4. God is not so much provoked to vengeance by sin itself, as by the obstinacy of the unbelieving and impenitent sinner.

5. However the children of unbelief flatter themselves, they cannot avoid the Divine wrath; for wrath now cometh upon them, and in coming it will come, and not tarry.

6. Not only will the Divine wrath be poured forth upon the wicked, but upon the children of God themselves, if, quenching the grace of the Spirit, they indulge the lusts of the flesh. Therefore, the study of mortification is incumbent upon all who dread the wrath of God as they ought.

Vers. 7. In the which ye also walked some time, when ye lived in them.

The Apostle is still occupied in confirming the foregoing dissuasive; and he shews the Colossians by a new argument that they must abstain from fornication, and so from all impurity of life. Now this argument is drawn from the removal of the cause to the removal of the effect; and the argument of the Apostle is thus applied : Sin is but the living and reigning cause of a wicked and lustful life: but sin is not living in you, but mortified: the cause, therefore, having ceased, the effect ceases. The Major is supposed the Minor is shewn, in this verse, by a contrast of their former state. There had been a time, indeed, when ye lived in those sins, namely, before your conversion ; but now it is passed, and ye do not live in them, but ye are dead to sin by baptism. It is usual among authors, when they say concerning any one, That he has lived, to intimate, He is dead, or he no longer lives: So the Apostle,

in saying when ye lived in them, ye then walked in sins, would intimate, Ye now live no longer in them; therefore, ye ought not to walk any longer in them. Thus ye have the force of the argument. Now let us consider the

words.

In the which.] Erasmus renders it, among whom, and refers it to the children of disobedience: but Beza better, in which, viz. the aforesaid vices, for which the wrath of God cometh on the children of disobedience.

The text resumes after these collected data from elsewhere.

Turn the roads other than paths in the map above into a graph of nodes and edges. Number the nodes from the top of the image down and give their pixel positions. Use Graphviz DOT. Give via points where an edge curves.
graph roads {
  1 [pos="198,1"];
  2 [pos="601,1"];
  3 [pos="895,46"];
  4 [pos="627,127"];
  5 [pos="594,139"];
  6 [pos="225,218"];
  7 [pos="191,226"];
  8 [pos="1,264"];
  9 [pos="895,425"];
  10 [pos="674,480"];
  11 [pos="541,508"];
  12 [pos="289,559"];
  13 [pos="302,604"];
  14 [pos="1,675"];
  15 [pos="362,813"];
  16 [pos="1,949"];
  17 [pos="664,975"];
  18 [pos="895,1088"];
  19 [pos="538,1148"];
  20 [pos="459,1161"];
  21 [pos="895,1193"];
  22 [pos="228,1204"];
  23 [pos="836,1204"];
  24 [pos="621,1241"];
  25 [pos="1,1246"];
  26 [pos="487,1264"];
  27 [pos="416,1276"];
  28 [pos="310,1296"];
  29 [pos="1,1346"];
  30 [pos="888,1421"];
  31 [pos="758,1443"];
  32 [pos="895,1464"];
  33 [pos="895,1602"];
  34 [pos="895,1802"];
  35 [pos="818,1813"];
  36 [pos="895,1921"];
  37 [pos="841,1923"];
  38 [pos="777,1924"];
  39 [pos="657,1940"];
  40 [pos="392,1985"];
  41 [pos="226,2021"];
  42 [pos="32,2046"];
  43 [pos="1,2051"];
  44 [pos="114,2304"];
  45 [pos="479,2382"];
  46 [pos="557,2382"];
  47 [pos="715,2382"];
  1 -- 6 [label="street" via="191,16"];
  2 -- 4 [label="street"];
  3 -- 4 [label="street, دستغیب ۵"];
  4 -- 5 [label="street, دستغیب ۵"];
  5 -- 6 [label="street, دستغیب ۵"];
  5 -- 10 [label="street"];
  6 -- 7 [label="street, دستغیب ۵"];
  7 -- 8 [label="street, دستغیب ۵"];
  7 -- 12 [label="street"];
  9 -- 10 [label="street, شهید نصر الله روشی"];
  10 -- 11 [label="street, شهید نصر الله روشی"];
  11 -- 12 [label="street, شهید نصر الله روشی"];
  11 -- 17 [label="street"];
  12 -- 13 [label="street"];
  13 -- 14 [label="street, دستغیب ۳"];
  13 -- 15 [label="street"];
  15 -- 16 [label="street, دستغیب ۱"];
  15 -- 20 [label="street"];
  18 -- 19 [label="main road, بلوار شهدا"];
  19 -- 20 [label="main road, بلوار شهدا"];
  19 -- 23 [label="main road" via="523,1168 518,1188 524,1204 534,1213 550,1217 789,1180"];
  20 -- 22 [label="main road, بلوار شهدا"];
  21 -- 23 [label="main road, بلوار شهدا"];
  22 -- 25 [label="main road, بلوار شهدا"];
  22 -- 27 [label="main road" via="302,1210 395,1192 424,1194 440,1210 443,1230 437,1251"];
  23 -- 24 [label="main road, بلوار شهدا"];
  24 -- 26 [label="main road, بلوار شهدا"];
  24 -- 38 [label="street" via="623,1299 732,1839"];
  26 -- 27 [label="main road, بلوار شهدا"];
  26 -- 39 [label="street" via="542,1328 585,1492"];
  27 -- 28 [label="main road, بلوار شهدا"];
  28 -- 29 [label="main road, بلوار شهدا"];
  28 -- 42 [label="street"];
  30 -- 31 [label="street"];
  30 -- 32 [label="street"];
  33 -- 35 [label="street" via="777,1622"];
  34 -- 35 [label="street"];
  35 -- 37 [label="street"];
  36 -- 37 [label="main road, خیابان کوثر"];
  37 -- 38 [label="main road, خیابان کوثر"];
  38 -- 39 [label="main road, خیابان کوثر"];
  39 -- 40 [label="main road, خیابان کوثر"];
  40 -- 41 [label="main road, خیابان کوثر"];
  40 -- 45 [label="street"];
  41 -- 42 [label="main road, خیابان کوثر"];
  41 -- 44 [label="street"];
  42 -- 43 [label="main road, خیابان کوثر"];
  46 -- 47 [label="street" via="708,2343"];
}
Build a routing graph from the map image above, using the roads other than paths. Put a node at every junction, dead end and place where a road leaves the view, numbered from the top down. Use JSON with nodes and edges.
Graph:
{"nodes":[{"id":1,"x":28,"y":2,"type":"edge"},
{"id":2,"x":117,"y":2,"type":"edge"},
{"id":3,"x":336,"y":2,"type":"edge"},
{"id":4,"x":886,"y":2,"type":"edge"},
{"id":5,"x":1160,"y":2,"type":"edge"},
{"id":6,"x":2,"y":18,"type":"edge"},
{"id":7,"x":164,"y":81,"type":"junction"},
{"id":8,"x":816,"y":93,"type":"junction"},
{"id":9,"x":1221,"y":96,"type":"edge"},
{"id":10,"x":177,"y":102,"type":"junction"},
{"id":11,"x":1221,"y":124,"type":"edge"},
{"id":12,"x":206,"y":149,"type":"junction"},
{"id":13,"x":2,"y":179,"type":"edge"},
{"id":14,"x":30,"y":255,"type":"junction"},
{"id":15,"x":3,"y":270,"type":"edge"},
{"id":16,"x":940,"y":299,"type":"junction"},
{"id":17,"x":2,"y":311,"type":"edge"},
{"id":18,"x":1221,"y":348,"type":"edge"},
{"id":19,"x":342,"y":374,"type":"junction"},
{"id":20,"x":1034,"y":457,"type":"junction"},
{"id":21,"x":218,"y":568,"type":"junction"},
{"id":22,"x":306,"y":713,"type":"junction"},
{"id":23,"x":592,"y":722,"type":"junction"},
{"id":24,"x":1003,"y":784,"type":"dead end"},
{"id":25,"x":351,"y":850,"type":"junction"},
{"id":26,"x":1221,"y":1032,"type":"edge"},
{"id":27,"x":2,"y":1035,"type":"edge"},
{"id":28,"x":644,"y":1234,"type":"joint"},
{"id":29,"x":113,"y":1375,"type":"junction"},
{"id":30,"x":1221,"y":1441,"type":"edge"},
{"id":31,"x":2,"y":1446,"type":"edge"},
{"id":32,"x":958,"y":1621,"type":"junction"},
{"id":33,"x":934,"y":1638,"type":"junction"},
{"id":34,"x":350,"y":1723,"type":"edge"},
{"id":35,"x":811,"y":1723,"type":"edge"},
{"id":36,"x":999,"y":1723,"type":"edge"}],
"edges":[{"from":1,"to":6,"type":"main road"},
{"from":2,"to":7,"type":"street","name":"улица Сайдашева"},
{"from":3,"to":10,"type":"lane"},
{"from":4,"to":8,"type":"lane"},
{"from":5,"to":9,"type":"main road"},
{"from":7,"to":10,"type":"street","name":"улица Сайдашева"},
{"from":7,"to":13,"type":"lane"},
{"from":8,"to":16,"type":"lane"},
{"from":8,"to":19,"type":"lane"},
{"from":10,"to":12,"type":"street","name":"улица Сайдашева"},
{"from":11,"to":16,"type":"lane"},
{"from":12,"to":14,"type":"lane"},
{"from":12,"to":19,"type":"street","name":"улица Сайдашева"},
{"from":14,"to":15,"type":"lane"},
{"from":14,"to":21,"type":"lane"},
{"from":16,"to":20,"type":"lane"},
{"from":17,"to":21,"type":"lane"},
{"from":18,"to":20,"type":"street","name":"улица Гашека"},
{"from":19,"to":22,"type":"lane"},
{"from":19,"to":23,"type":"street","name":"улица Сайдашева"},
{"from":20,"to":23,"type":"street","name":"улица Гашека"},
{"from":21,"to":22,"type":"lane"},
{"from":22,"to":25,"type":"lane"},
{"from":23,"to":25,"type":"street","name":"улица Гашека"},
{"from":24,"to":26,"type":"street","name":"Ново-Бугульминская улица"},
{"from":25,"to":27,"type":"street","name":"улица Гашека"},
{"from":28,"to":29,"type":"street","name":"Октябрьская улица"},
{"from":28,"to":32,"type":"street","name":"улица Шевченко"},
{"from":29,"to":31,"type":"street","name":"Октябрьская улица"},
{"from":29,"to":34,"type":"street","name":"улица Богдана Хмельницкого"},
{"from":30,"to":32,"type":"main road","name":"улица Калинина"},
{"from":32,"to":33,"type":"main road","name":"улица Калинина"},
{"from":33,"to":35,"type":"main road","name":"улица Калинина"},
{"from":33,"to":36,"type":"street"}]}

Ye also walked.] They are said to walk in sins, who constantly commit sin, who resist not concupiscence, but obey it with pleasure; Ephes. ii. 2, 3. Therefore, as men are accustomed to walk here and there in transacting their daily business; so are those occupied in sins as in their ordinary vocation, and as though they had nothing else to do.

When ye lived in them.] i. e. When the cause of those sins, viz. the old Adam, or inbred corruption, lived and reigned in you; which corruption is now weakened and mortified. To walk and to live, then, whether the expressions are referred to the flesh or to the spirit, differ in the same manner as power and operation among philosophers : For life precedes, and operations suitable to life follow; as in Gal. v. 25, If we live in the Spirit, let us walk in the Spirit: so they who live in sin, walk in sin.

The sense of the words being now explained, two things which belong to the matter, are to be weighed: 1. The former state of the Colossians living in sin; which is expressed. 2. The new state of the same persons now dead to sin; which is implied by the contrast.

From the consideration of their former state, these instructions arise.

1. Nothing is more unhappy than unrenewed men. For to walk in sin with pleasure, is to hasten towards hell with pleasure: The wages of sin is death, Rom. vi. 23.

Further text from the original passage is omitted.